Re: reiser4 plugins

From: Theodore Ts'o
Date: Mon Jun 27 2005 - 11:37:41 EST


On Mon, Jun 27, 2005 at 10:19:01AM -0500, David Masover wrote:
> > XFS has similar issues where it assumes that hardware has powerfail
> > interrupts, and that the OS can use said powerfail interrupt to stop
> > DMA's in its tracks on an power failure, so that you don't have
> > garbage written to key filesystem data structures when the memory
> > starts suffering from the dropping voltage on the power bus faster
> > than the DMA engine or the disk drives. So XFS is a great filesystem
> > --- but you'd better be running it on a UPS, or on a system which has
> > power fail interrupts and an OS that knows what to do.
>
> XFS, Reiser3, and Reiser4 all pass the pull-the-plug test. Maybe I just
> haven't pushed them hard enough?

Try doing huge amounts of metadata updates while doing the
pull-the-plug test. The problem comes when the disk drive is writing
into the inode table or other filesystem metadata at the precise
moment when power goes down. If the disk is quiescent, you won't see
the issue.

XFS is known to have this problem --- the problem was first told to me
by an SGI engineer, and they solved this problem in hardware, by
adding a power fail interrupt and larger capacitors to the power
supply, and then modifying Irix to frantically run around shutting
down all outstanding DMA transfer during the grace period provided by
the enlarged capacitors. Unfortunately, PC-class hardware don't have
power fail interrupts, so....

I have seen this problem reported on ext2 filesystems, so I know it
will happen on at least some, and probably most, PC-class hardware.
Fortunately switching to ext3 solves the problem, since metadata
updates are first written to the journal first, and the recovery
replays the full block, which papers over the problem. Unfortunately,
a filesystem which uses logical journalling doesn't have a complete
copy of the metadata block in the log (only the logical changes are
recorded in the journal).
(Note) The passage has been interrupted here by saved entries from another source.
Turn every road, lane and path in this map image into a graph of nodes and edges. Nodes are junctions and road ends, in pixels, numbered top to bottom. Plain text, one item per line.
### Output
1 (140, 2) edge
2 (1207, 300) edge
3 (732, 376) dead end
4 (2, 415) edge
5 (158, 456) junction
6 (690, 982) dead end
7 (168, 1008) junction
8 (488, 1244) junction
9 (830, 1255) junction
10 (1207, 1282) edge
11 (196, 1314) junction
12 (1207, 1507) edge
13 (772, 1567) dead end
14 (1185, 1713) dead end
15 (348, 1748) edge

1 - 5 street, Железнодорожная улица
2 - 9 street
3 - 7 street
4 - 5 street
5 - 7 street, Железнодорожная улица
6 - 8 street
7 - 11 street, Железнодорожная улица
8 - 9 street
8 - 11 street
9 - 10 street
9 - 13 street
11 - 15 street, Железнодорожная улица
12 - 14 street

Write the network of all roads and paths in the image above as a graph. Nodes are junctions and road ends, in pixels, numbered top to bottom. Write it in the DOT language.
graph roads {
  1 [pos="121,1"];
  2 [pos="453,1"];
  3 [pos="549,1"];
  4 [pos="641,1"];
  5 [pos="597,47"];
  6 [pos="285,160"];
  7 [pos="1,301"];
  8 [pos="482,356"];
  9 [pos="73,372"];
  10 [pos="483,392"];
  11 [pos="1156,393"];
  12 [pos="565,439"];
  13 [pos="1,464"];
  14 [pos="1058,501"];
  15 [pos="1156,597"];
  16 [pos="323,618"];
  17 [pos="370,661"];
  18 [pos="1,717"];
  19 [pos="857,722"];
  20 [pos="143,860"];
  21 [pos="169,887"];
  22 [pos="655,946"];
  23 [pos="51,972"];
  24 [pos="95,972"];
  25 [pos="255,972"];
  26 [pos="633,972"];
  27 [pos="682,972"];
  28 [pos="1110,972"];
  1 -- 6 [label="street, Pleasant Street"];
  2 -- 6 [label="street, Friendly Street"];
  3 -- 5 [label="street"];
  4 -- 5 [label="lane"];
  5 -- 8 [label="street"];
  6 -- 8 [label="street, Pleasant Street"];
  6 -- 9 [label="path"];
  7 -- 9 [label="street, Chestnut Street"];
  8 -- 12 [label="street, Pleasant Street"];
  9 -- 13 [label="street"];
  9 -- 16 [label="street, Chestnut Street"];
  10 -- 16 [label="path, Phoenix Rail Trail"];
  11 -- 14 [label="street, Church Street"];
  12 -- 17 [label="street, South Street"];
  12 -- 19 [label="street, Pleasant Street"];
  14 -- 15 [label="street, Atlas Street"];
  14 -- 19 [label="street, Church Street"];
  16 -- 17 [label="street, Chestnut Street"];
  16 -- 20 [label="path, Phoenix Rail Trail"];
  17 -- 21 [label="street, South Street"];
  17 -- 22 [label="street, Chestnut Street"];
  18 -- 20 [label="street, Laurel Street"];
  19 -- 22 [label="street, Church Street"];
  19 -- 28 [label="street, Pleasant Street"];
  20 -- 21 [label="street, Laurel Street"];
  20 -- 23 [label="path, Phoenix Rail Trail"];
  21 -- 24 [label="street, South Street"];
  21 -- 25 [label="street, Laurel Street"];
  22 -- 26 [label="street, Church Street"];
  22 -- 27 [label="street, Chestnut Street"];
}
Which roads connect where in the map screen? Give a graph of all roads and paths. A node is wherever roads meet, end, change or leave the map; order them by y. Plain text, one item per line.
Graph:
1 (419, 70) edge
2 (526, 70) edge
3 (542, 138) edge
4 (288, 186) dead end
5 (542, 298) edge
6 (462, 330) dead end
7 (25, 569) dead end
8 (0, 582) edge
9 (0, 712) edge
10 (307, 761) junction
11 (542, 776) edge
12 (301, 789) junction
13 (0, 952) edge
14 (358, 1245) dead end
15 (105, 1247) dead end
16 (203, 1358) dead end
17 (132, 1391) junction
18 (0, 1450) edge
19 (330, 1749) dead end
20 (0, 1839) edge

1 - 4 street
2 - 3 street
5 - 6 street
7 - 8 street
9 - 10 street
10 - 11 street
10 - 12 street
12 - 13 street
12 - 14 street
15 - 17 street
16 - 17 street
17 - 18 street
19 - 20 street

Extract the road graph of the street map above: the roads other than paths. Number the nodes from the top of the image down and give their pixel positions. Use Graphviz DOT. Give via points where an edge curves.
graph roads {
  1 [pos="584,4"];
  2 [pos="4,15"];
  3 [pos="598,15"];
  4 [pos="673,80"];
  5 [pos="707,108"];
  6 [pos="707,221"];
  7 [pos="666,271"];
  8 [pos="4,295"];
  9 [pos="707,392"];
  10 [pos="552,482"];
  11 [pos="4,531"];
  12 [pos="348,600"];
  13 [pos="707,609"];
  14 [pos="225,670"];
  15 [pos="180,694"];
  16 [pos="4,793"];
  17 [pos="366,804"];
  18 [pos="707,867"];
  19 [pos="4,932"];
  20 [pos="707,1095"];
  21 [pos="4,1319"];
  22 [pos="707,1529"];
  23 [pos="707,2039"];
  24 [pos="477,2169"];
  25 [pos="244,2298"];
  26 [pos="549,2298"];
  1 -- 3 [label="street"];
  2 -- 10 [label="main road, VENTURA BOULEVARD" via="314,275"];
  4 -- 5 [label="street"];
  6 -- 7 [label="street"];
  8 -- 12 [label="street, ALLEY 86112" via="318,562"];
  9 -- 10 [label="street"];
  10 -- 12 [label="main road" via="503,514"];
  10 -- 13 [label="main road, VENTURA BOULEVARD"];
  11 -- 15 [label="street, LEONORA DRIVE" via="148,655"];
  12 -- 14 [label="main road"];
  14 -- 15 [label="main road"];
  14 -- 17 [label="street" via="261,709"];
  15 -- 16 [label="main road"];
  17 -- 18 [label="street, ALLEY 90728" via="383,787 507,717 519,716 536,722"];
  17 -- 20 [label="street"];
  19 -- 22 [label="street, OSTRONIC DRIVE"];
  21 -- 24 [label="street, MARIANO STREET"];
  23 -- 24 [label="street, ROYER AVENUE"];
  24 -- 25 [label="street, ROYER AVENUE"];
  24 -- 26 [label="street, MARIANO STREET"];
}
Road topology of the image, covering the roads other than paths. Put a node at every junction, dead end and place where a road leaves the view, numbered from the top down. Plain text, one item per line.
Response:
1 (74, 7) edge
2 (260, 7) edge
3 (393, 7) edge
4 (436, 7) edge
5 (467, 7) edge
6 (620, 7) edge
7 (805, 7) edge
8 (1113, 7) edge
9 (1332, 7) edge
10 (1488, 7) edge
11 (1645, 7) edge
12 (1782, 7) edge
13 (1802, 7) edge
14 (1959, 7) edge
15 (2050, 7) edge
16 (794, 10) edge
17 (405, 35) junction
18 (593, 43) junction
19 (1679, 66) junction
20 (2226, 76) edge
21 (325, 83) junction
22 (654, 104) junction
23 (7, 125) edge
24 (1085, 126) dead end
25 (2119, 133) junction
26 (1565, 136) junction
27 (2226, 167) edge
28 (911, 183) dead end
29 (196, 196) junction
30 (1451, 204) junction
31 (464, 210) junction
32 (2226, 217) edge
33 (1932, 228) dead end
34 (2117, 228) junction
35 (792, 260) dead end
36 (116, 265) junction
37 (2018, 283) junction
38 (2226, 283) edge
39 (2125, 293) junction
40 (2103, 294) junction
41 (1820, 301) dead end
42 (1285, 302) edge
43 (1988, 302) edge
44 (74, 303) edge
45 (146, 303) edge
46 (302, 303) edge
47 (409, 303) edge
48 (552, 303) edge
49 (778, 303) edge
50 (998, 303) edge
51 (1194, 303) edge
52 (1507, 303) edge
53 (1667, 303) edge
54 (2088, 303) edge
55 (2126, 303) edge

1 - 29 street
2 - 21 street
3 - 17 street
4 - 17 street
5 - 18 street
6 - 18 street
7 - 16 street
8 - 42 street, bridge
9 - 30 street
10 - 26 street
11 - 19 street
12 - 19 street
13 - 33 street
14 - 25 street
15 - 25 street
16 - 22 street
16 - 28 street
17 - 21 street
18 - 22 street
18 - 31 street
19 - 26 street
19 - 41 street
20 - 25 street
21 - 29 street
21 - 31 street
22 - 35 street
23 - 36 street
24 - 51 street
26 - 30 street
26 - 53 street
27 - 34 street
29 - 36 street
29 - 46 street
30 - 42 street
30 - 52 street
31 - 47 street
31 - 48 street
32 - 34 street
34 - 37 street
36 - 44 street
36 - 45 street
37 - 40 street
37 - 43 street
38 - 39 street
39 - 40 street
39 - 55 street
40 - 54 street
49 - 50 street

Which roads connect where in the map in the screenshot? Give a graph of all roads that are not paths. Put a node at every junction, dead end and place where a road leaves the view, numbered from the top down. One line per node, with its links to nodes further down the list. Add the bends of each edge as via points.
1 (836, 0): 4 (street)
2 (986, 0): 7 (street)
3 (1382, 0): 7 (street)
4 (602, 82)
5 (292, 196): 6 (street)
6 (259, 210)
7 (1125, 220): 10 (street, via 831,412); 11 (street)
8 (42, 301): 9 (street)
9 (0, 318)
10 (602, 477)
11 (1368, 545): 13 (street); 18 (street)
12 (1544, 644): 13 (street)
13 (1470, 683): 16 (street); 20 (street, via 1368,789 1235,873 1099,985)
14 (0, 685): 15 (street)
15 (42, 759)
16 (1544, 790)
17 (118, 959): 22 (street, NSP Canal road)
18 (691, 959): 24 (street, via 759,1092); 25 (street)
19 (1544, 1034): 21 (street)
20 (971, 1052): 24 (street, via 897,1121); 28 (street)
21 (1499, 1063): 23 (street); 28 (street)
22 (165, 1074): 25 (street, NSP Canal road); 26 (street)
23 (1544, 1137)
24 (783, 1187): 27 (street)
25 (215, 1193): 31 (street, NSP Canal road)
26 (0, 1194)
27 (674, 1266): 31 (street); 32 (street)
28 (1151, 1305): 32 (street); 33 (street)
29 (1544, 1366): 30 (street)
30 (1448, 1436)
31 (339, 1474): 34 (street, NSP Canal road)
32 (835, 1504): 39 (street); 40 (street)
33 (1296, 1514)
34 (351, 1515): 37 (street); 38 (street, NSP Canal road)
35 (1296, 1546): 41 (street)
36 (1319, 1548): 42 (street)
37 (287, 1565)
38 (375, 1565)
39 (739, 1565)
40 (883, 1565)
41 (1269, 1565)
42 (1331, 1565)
This is more compact, and will result in
better numbers in artificial benchmarks that emphasize metadata
updates (which is not the case in most real-world workloads in my
experience). But it the drawback is that filesystems that journal
logical updates instead of physical blocks are vulnerable to this
particular lossage mode.

> Given a choice between changing filesystems or getting a Streamload
> account, I choose Streamload. (streamload.com)

*If* you can afford the upload bandwidth to backup over the network,
and *if* you don't mind these gems in their legal T's and C's:

Streamload cannot warrant and does not guarantee, and You
should not expect, that all of Your private communications and
other personal information will never be disclosed in ways not
otherwise described in this Privacy Policy.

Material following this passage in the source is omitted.